# robust.mad is not being computed correctly or is non-standard definition; it returns the median #658

Closed
opened this issue Feb 10, 2013 · 10 comments

Projects
None yet
3 participants

### richardgmcmahon commented Feb 10, 2013

Hello,

The statsmodel median absolute deviation function robust.mad in not correct in my opinion. It returns the median. The function stand_mad returns the mad. Maybe this is intentional.

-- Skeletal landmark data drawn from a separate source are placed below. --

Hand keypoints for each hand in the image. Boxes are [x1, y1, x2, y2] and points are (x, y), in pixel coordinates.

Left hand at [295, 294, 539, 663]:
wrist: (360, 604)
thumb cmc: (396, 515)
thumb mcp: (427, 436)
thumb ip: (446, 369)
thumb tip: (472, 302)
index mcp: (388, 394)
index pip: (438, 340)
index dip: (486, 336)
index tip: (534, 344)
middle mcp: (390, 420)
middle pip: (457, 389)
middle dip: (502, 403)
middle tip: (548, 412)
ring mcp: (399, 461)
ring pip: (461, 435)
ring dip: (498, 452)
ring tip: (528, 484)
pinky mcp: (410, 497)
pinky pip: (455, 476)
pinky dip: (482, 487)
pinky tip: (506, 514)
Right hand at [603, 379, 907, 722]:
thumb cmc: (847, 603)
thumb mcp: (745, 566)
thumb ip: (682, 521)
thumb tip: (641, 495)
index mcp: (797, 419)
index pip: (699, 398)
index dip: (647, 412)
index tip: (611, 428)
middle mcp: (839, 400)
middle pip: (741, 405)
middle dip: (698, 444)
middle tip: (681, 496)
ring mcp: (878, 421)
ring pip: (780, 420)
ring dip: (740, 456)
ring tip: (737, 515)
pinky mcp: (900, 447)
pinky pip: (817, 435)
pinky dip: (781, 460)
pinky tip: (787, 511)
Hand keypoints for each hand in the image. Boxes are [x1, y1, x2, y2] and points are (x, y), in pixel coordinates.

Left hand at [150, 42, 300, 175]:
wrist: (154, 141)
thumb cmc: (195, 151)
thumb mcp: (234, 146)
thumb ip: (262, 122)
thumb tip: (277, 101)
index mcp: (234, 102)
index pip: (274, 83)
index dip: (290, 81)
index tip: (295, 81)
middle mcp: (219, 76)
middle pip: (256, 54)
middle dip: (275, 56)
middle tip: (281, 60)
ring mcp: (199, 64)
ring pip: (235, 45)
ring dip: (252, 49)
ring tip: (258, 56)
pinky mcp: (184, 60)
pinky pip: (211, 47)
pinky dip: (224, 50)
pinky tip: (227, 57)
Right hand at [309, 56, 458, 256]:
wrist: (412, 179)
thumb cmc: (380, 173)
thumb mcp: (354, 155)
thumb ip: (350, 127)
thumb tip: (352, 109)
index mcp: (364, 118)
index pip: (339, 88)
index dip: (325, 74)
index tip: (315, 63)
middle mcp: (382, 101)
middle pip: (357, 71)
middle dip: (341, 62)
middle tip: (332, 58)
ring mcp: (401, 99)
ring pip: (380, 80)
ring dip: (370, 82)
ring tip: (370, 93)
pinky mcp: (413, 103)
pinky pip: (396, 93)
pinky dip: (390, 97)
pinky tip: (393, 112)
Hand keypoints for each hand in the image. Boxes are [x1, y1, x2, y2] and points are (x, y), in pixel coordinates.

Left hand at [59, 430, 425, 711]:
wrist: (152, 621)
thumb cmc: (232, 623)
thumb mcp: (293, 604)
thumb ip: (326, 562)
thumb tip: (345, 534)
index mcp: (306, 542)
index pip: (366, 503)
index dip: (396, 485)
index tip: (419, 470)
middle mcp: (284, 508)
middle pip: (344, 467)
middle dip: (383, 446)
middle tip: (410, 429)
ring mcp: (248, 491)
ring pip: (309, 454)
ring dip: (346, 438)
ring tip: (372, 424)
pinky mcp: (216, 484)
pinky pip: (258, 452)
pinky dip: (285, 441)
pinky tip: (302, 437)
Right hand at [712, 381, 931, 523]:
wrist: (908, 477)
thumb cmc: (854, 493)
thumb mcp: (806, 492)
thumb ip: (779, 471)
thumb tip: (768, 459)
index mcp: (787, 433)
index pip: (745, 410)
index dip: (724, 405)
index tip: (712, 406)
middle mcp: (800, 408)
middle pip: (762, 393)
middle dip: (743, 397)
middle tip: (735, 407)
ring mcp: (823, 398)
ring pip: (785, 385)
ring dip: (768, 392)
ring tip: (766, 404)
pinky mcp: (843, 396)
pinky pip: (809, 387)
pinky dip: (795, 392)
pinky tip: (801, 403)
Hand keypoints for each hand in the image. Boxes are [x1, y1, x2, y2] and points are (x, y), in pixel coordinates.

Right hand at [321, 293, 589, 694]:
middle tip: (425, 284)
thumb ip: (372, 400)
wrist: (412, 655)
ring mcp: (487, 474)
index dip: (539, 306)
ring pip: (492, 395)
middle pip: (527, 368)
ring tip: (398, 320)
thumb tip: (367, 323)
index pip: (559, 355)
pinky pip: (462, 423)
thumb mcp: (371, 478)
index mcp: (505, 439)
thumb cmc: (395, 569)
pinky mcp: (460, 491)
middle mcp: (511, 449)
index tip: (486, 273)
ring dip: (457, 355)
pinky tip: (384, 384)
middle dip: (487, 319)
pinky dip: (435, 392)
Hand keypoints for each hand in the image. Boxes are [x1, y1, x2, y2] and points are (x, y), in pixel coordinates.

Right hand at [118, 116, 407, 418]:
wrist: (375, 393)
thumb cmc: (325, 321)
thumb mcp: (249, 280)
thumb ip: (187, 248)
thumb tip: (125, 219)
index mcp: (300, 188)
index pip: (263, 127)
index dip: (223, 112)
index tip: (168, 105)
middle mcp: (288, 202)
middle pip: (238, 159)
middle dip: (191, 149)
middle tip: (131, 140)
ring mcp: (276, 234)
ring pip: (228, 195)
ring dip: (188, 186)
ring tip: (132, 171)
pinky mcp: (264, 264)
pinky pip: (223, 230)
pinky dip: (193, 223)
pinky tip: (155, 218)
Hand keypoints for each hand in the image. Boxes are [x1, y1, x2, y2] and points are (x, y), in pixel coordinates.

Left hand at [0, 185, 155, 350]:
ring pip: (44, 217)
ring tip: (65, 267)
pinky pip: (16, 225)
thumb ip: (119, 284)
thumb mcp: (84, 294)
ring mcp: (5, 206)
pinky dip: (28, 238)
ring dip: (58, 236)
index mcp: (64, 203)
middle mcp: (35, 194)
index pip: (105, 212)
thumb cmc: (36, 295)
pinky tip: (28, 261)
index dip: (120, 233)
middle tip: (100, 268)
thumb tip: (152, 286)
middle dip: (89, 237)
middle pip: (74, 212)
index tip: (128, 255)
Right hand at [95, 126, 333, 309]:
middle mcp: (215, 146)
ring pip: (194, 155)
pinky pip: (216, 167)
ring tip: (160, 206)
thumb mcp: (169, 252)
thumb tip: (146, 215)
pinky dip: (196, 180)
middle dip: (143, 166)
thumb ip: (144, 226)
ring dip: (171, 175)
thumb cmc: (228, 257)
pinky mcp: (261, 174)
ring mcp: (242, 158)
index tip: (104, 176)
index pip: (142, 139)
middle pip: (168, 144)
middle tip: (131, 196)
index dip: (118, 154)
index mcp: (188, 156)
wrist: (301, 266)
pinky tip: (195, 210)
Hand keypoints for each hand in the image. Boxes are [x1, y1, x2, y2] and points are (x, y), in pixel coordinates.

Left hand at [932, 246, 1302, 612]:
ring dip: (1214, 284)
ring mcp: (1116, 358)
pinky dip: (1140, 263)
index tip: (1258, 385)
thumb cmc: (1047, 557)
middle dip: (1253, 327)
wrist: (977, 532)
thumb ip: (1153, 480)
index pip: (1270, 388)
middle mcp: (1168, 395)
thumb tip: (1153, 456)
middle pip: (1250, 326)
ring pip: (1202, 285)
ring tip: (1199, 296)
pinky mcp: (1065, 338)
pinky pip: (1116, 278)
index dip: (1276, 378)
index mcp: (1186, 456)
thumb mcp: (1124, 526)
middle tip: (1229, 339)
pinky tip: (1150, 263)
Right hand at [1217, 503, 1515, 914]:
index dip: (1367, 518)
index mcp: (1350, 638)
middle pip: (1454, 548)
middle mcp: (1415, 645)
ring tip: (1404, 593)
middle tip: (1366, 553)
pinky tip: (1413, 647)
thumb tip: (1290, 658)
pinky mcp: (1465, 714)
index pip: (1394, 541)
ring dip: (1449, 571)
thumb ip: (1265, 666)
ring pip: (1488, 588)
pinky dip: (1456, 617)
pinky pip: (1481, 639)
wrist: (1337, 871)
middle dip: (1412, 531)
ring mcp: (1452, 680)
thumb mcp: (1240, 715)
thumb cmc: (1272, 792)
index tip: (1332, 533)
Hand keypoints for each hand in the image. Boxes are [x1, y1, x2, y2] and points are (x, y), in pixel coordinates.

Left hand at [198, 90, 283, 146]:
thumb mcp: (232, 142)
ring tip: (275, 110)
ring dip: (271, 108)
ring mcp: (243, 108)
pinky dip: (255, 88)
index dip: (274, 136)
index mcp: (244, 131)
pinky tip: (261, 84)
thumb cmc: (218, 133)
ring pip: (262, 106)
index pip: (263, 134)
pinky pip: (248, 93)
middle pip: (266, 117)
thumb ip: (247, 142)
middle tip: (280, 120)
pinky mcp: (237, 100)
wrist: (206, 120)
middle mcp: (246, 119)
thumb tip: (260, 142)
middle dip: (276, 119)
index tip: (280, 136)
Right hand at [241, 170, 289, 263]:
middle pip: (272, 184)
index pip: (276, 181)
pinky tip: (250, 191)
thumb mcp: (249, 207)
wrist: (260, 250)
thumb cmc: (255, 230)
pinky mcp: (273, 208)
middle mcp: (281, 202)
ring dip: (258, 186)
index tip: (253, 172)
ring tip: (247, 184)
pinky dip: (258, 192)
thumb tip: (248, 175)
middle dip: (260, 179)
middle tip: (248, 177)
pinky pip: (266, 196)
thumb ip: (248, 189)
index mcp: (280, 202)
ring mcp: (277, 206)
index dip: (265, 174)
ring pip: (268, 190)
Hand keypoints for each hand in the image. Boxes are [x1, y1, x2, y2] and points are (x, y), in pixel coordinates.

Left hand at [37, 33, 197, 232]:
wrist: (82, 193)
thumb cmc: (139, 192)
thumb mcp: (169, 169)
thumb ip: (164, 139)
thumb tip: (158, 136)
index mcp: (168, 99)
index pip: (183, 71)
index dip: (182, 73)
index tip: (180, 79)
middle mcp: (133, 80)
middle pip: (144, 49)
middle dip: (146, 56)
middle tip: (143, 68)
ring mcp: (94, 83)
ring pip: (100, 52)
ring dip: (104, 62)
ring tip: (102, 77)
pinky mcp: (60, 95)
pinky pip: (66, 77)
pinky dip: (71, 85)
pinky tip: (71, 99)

Here is some example code with its output.

import numpy as np
import statsmodels.robust.scale as sm
from scipy.stats import norm as Gaussian

mu=100.0
sigma=15.0
x = np.random.normal(mu, sigma, 10000)

print 'mu, sigma ', mu, sigma

# x = np.asarray(x)

c = Gaussian.ppf(3.0/4.0)

print 'MAD to rms ratio: ', c, 1.0/c

m = np.median(x)
mymad = np.median(np.fabs(m - x) / c)

print 'median(x), median(x)/c: ', np.median(x), np.median(x)/c

mu, sigma 100.0 15.0
MAD to rms ratio: 0.674489750196 1.48260221851
median(x), median(x)/c: 100.035163825 148.312355816

mu, sigma are the test gaussian data with mean 100 and sigma=15.0

I propose that stand_mad is deprecated and mad is replaced with the code

Member

### josef-pkt commented Feb 10, 2013

 My reading: mad is used when `mu` is assumed to be zero, The main current use is in RLM applied to the residuals, when the mean is automatically zero *), `mad` is currently the default for RLM std_mad is the usual standalone definition, when we don't have an assumption on `mu`. *) actually, after checking, I'm not sure because it's applied to `resid` not the weighted residuals `wresid`. I don't know if there are better names, Skipper implemented this from Huber's book.
Member

### jseabold commented Feb 10, 2013

 These functions were leftover from Jonathan's work IIRC. I'll have to check on the proposal vs. what we need for RLM, but I'm sympathetic to the confusion.

Closed

Member

### josef-pkt commented Oct 9, 2013

 2 bug reports means we need to do something here I had a statsmodels.stats.robust_descriptive in work (before I got distracted with release problems), that focuses on robust measures for skew and kurtosis, but could/should also get robust standard deviation. (barely related: a collection of measures comparing two arrays http://statsmodels.sourceforge.net/devel/tools.html#measure-for-fit-performance-eval-measures I don't remember why it ended up in tools )
Member

### jseabold commented Oct 9, 2013

 A PR to change this to standard (non-confusing) usage would be very welcome.
Member

### josef-pkt commented Oct 9, 2013

 Looking at the code, we already have `stand_mad` Subtracting the median is the only difference between `mad` and `stand_mad`, AFAICS.
Member

### jseabold commented Oct 9, 2013

 Yes. `stand_mad` is what you should use if want traditional MAD on an existing univariate random variable. Our `mad` is used internally on the residuals in RLM for a consistent estimator for the std error of the regression IIRC (and is also what's used by default in rlm in MASS in R and likely in Huber's book for RLM). Probably we just combine both via a keyword argument of mad (with a deprecation warning). E.g., like in R, mad(x, center=np.median) and we change RLM internally to mad(x, 0) or whatever. (where's np.nanmedian?)
Member

### josef-pkt commented Oct 9, 2013

 We need to check if the call to RLM doesn't get messier with an extra keyword. Improving the docstring of `mad` to point to `stand_mad` and to mention the difference might be enough to direct users to the function that they want. ?
Member

### jseabold commented Oct 9, 2013

 The keyword wouldn't go to RLM. The user doesn't need to control this. I was just thinking internally to change the call to `mad(resid, center=0)`. And change `mad` to take a variable, a center, and a correction number in addition to just the variable and correction keyword now. Then we just get rid of stand_mad.
Member

### josef-pkt commented Oct 9, 2013

 Yes, looks fine. I just checked: RLM uses a string `'mad'` or `'stand_mad'` which is independent of the call signature for the mad function.
Member

### jseabold commented Oct 9, 2013

 Yeah, I'm just removing the ability to use stand_mad.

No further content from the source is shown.